A proposta foi aprovada pela Comissão Mista do Congresso Nacional e pelo Plenário da Câmara dos Deputados. Agora, a entidade tenta mobilizar a bancada federal para corrigir pontos considerados prejudiciais ao setor produtivo durante a análise da matéria no Senado.
Segundo a Aprosoja MT, o texto amplia a intervenção estatal nas relações de transporte de cargas em um momento de pressão sobre o campo, marcado por custos de produção elevados, preços das commodities agrícolas pressionados e instabilidades geopolíticas que afetam o acesso e o preço de insumos essenciais.
Um dos pontos mais criticados é a previsão de indenização equivalente a duas vezes o valor correspondente ao piso mínimo do frete aplicável à operação.
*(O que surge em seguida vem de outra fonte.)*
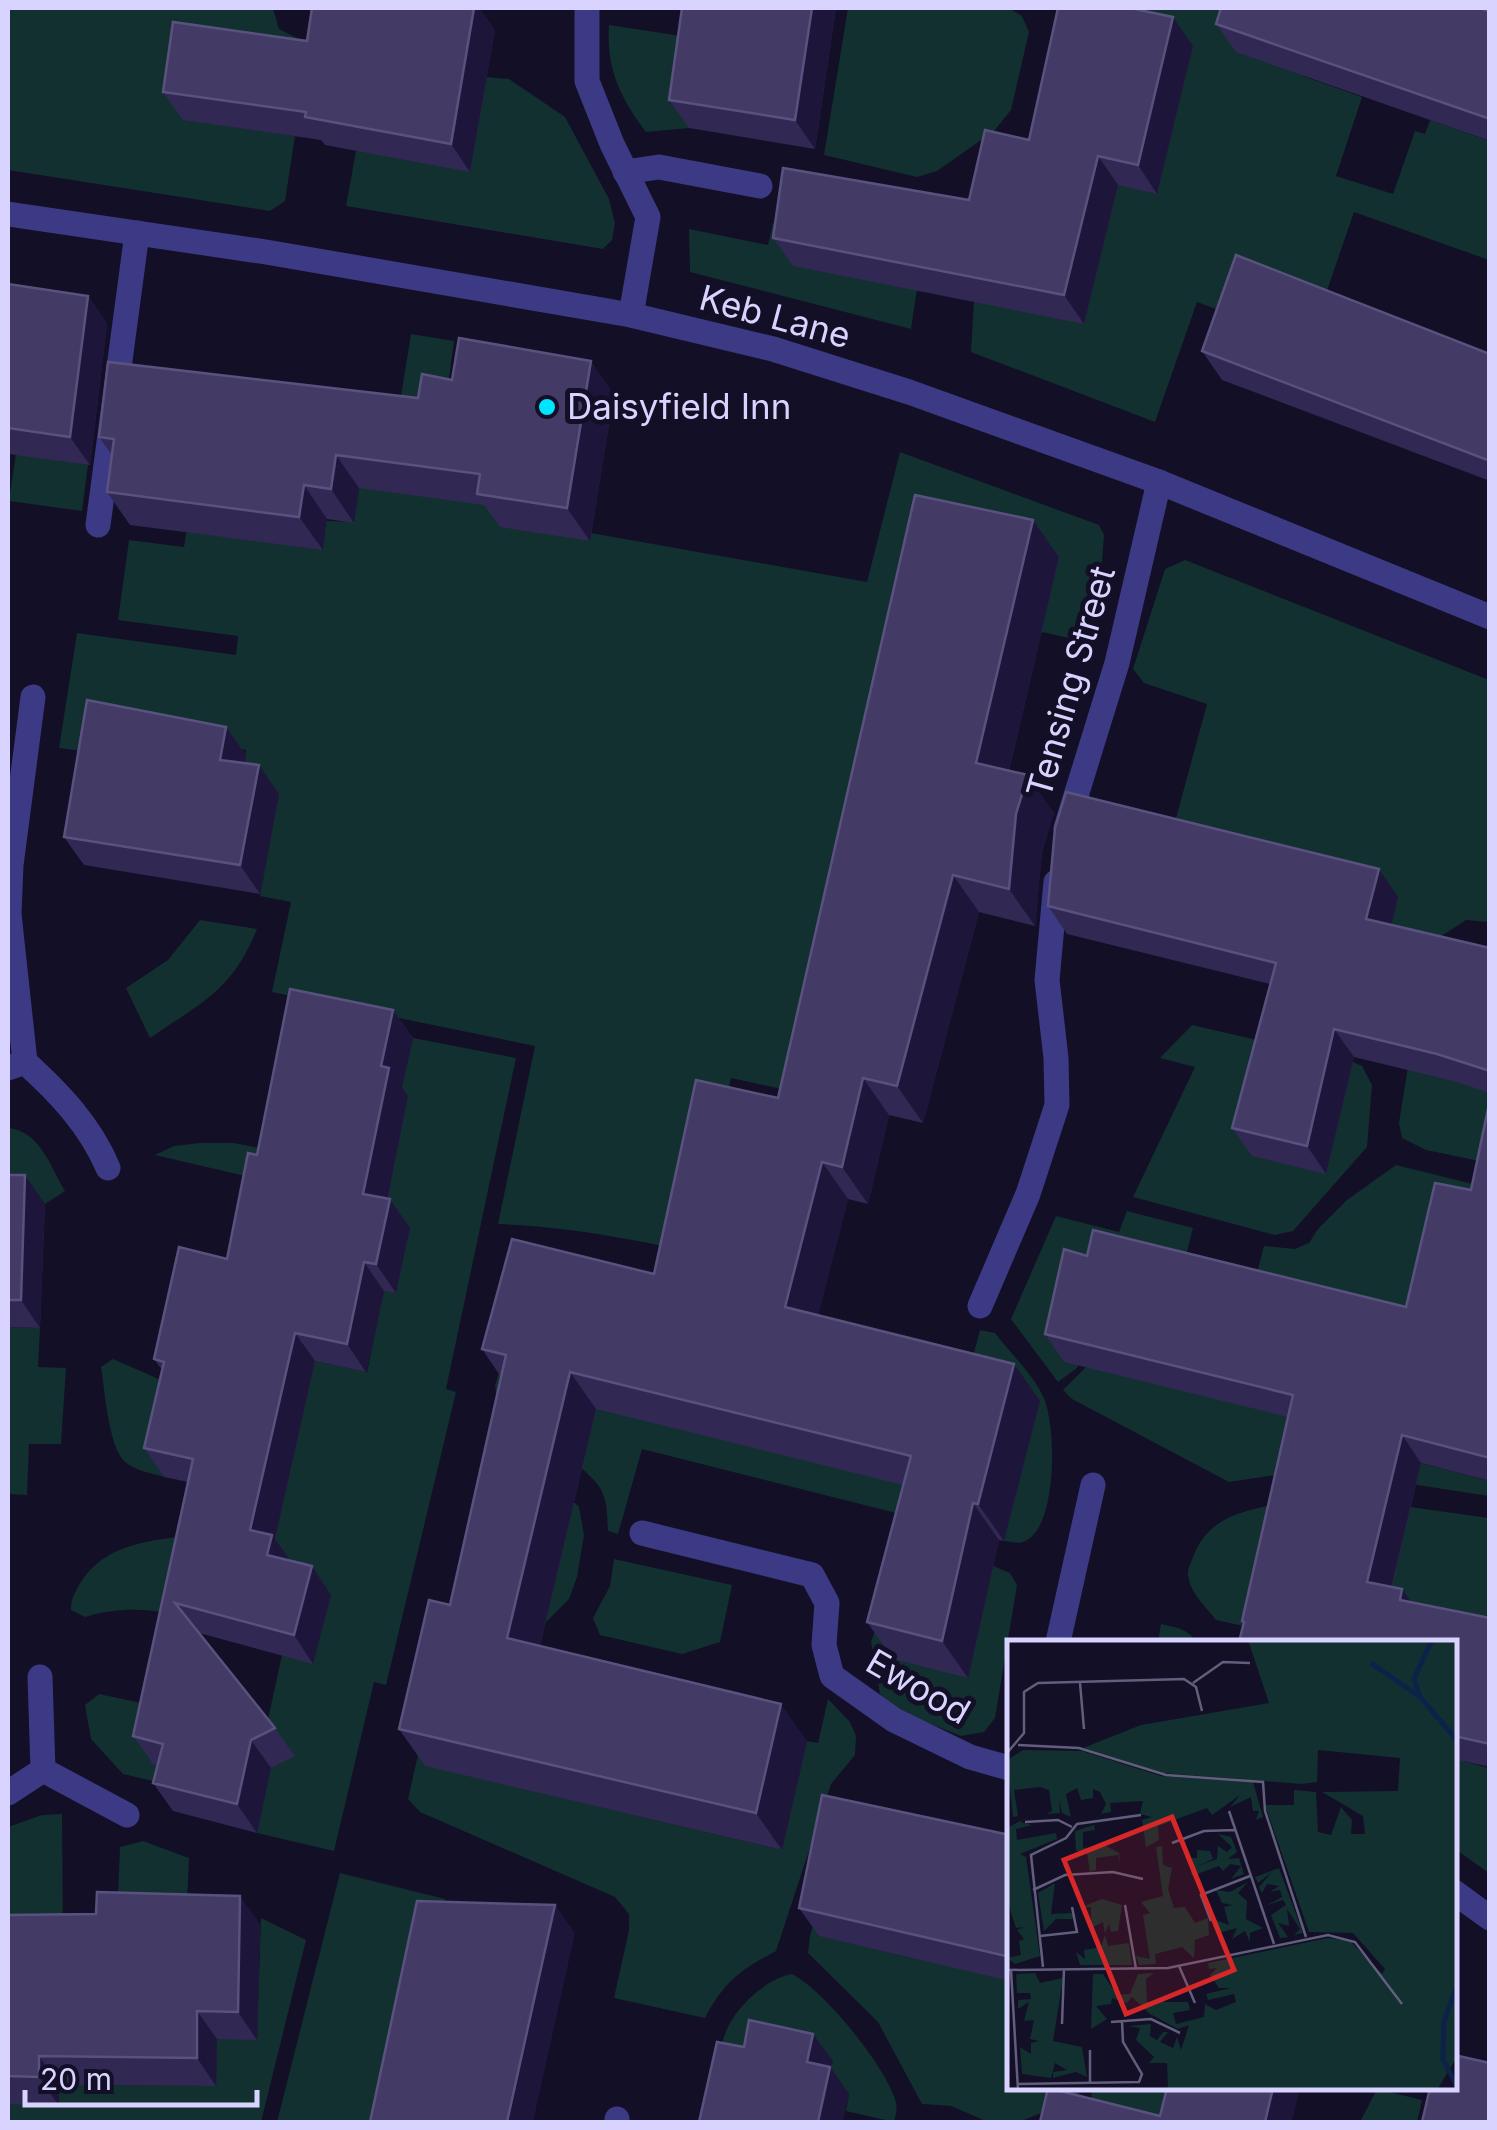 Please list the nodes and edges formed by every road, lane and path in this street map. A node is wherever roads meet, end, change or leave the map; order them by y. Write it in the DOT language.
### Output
graph roads {
  1 [pos="587,8"];
  2 [pos="625,172"];
  3 [pos="760,186"];
  4 [pos="8,214"];
  5 [pos="137,233"];
  6 [pos="632,315"];
  7 [pos="1158,482"];
  8 [pos="98,524"];
  9 [pos="1490,617"];
  10 [pos="33,697"];
  11 [pos="9,864"];
  12 [pos="16,1065"];
  13 [pos="108,1168"];
  14 [pos="980,1306"];
  15 [pos="1093,1485"];
  16 [pos="642,1532"];
  17 [pos="1058,1640"];
  18 [pos="40,1677"];
  19 [pos="1007,1767"];
  20 [pos="44,1770"];
  21 [pos="8,1793"];
  22 [pos="127,1815"];
  23 [pos="1457,1894"];
  24 [pos="1490,1918"];
  1 -- 2 [label="street"];
  2 -- 3 [label="street"];
  2 -- 6 [label="street"];
  4 -- 5 [label="street, Keb Lane"];
  5 -- 6 [label="street, Keb Lane"];
  5 -- 8 [label="street"];
  6 -- 7 [label="street, Keb Lane"];
  7 -- 9 [label="street, Keb Lane"];
  7 -- 14 [label="street, Tensing Street"];
  10 -- 11 [label="street"];
  11 -- 12 [label="street"];
  12 -- 13 [label="street"];
  15 -- 17 [label="street"];
  16 -- 19 [label="street, Ewood"];
  18 -- 20 [label="street"];
  20 -- 21 [label="street"];
  20 -- 22 [label="street"];
  23 -- 24 [label="street"];
} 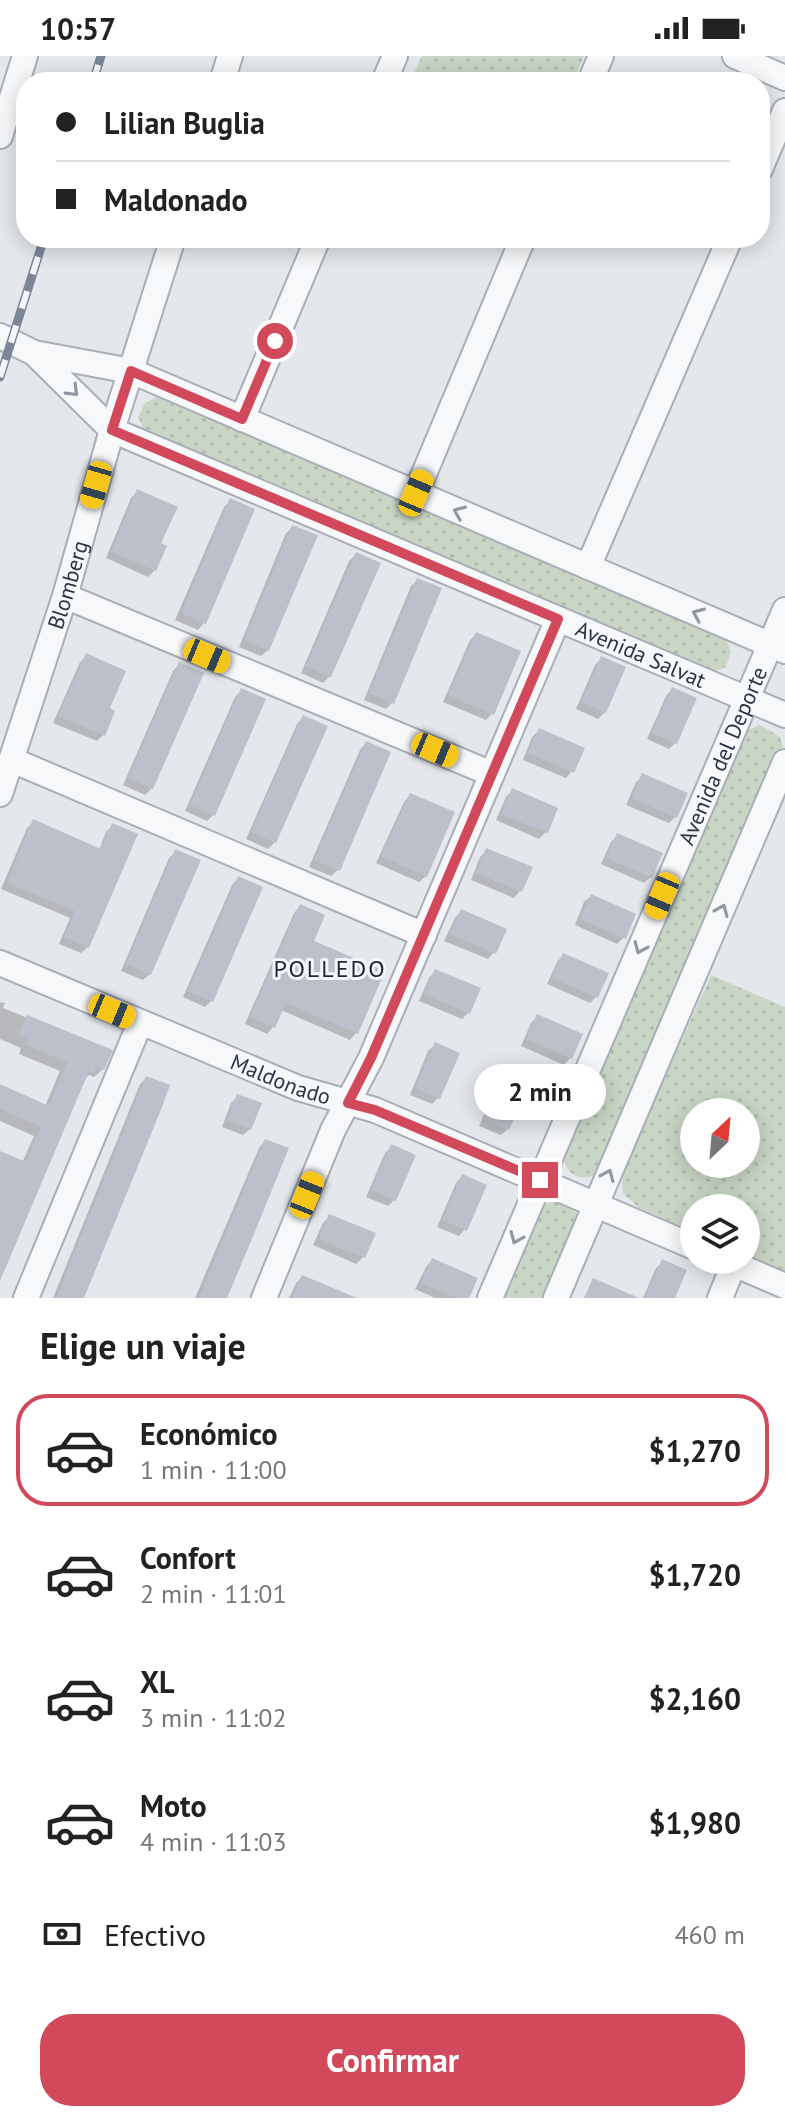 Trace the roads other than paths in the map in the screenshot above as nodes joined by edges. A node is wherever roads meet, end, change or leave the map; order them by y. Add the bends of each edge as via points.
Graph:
1 (735, 56) edge
2 (785, 78) edge
3 (16, 85) edge
4 (785, 111) edge
5 (0, 136) edge
6 (770, 146) edge
7 (170, 248) edge
8 (314, 248) edge
9 (519, 248) edge
10 (726, 248) edge
11 (0, 336) edge
12 (34, 353) junction
13 (131, 371) junction
14 (242, 419) junction
15 (112, 430) junction
16 (416, 493) junction
17 (588, 567) junction
18 (65, 596) junction
19 (785, 610) edge
20 (558, 619) junction
21 (778, 648) edge
22 (747, 699) junction
23 (785, 715) edge
24 (12, 760) junction
25 (785, 762) edge
26 (492, 774) junction
27 (0, 794) edge
28 (424, 935) junction
29 (0, 963) edge
30 (140, 1023) junction
31 (348, 1103) junction
32 (540, 1180) junction
33 (596, 1204) junction
34 (680, 1241) edge
35 (726, 1274) edge
36 (757, 1274) edge
37 (785, 1286) edge
38 (26, 1298) edge
39 (264, 1298) edge
40 (490, 1298) edge
41 (556, 1298) edge
42 (720, 1298) edge

1 - 2 street
3 - 5 street
4 - 6 street
7 - 13 street, Blomberg
8 - 14 street
9 - 16 street
10 - 17 street
11 - 12 street, Avenida Salvat
12 - 13 street, Avenida Salvat
12 -> 15 street, Avenida Salvat
13 - 14 street, Avenida Salvat
13 - 15 street, Blomberg
14 - 16 street, Avenida Salvat
15 - 18 street, Blomberg
15 - 20 street, Avenida Salvat
17 -> 16 street, Avenida Salvat
21 -> 17 street, Avenida Salvat
18 - 24 street, Blomberg
18 - 26 street
19 - 21 street, Avenida del Deporte
20 - 22 street, Avenida Salvat
20 - 26 street
21 - 22 street, Avenida del Deporte
22 - 23 street, Avenida Salvat
22 -> 32 street, Avenida del Deporte
24 - 27 street, Blomberg
24 - 28 street
33 -> 25 street
26 - 28 street
28 - 31 street
29 - 30 street, Maldonado
30 - 31 street, Maldonado
30 - 38 street
31 - 32 street, Maldonado
31 - 39 street
32 - 33 street, Maldonado
32 -> 40 street, Avenida del Deporte
33 - 34 street, Maldonado
33 - 41 street
35 - 42 street
36 - 37 street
Para a entidade, a medida cria uma punição excessiva e pode gerar valores superiores ao que foi originalmente negociado entre contratante e transportador.
A associação também aponta risco no endurecimento das sanções. O texto prevê multas de R$ 100 mil a R$ 1 milhão nos casos de reincidência. Para a entidade, além do valor elevado, a regra amplia o risco regulatório porque uma nova autuação dentro de 12 meses após decisão administrativa definitiva anterior já poderia levar à aplicação das penalidades agravadas.
A Aprosoja afirma que as mudanças atingem diretamente produtores rurais, cooperativas, indústrias, transportadores e demais contratantes de frete. Na avaliação da entidade, os efeitos podem aparecer no custo logístico, no escoamento da produção, na competitividade do agro e até nos preços ao longo da cadeia econômica.
A entidade também cobra correções em outros pontos do texto, como a metodologia de cálculo do piso mínimo fixada em lei, a multa vinculada ao Código Identificador da Operação de Transporte (CIOT), a extensão das regras ao Transportador Autônomo de Cargas Agregado e a criação de um piso salarial nacional para motoristas dentro da mesma proposta.
Em nota, a Aprosoja MT fez um apelo à bancada federal para que atue na apresentação e defesa de destaques capazes de retirar ou ajustar os trechos considerados mais prejudiciais ao setor produtivo.